Linking to Copyrighted Materials
It is not a violation of copyright to link to copyrighted material, nor is it necessary to obtain permission from the copyright holder to, for example, link to a YouTube video in a presentation.
The Fair Use Doctrine
Fair use is a limitation on a copyright owner’s exclusive rights, set forth in the Copyright Act. See 17 U.S.C. §107. If a use is a legitimate fair use, permission from the copyright owner is not needed.

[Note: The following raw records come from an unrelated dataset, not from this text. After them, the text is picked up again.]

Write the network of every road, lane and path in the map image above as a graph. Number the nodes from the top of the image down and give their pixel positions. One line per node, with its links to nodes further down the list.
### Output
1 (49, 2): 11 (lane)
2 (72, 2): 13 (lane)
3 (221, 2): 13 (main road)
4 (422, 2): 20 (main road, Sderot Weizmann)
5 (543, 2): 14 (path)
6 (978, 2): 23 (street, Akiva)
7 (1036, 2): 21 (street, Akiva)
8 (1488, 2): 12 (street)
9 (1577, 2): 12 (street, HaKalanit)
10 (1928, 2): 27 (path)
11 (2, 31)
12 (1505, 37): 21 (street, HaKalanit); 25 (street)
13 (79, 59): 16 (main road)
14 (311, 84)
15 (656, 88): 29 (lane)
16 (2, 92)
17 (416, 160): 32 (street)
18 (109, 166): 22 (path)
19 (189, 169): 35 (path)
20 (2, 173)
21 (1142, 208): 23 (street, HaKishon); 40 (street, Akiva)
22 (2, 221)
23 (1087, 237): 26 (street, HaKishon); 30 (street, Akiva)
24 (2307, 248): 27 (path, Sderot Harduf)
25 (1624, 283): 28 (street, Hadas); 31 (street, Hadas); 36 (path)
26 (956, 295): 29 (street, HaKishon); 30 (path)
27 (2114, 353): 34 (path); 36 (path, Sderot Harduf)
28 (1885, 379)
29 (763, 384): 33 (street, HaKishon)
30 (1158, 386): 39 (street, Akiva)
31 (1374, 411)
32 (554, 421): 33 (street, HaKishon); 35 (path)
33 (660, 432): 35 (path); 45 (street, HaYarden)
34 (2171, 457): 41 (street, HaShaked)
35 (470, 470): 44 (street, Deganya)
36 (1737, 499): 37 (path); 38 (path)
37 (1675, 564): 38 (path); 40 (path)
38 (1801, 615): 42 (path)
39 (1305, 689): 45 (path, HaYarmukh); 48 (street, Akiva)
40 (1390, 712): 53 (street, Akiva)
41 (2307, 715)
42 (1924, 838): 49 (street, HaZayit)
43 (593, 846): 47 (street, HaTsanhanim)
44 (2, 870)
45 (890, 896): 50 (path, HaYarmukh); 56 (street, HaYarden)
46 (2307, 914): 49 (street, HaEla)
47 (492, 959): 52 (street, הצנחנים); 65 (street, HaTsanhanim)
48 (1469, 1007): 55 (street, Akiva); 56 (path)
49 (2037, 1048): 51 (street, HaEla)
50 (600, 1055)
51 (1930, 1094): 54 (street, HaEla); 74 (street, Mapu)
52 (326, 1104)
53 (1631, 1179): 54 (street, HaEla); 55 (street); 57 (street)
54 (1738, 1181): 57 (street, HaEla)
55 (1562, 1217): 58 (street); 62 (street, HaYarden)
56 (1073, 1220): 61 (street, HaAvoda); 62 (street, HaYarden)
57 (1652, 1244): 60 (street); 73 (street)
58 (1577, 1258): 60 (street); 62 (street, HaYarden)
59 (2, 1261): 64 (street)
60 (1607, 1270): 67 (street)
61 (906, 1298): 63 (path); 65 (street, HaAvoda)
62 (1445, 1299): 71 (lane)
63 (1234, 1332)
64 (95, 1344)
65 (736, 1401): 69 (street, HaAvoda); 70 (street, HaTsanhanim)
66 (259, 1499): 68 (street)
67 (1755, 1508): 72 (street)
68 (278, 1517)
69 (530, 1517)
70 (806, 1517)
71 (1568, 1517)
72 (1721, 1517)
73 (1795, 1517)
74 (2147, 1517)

It can be difficult to determine whether a given use is a fair use. Fair use evaluations are highly fact-specific, and depend greatly on the facts of your particular situation. Claiming fair use involves risks, and fair use law can be very complex. Exercising fair use is a right, not an obligation. In evaluating whether a given use is a fair use, the Copyright Act sets forth the following factors:
- The purpose and character of the use, including whether such use is of a commercial nature or is for nonprofit educational purposes;
- the nature of the copyrighted work;
- the amount and substantiality of the portion used in relation to the copyrighted work as a whole; and
- the effect of the use upon the potential market for or value of the copyrighted work.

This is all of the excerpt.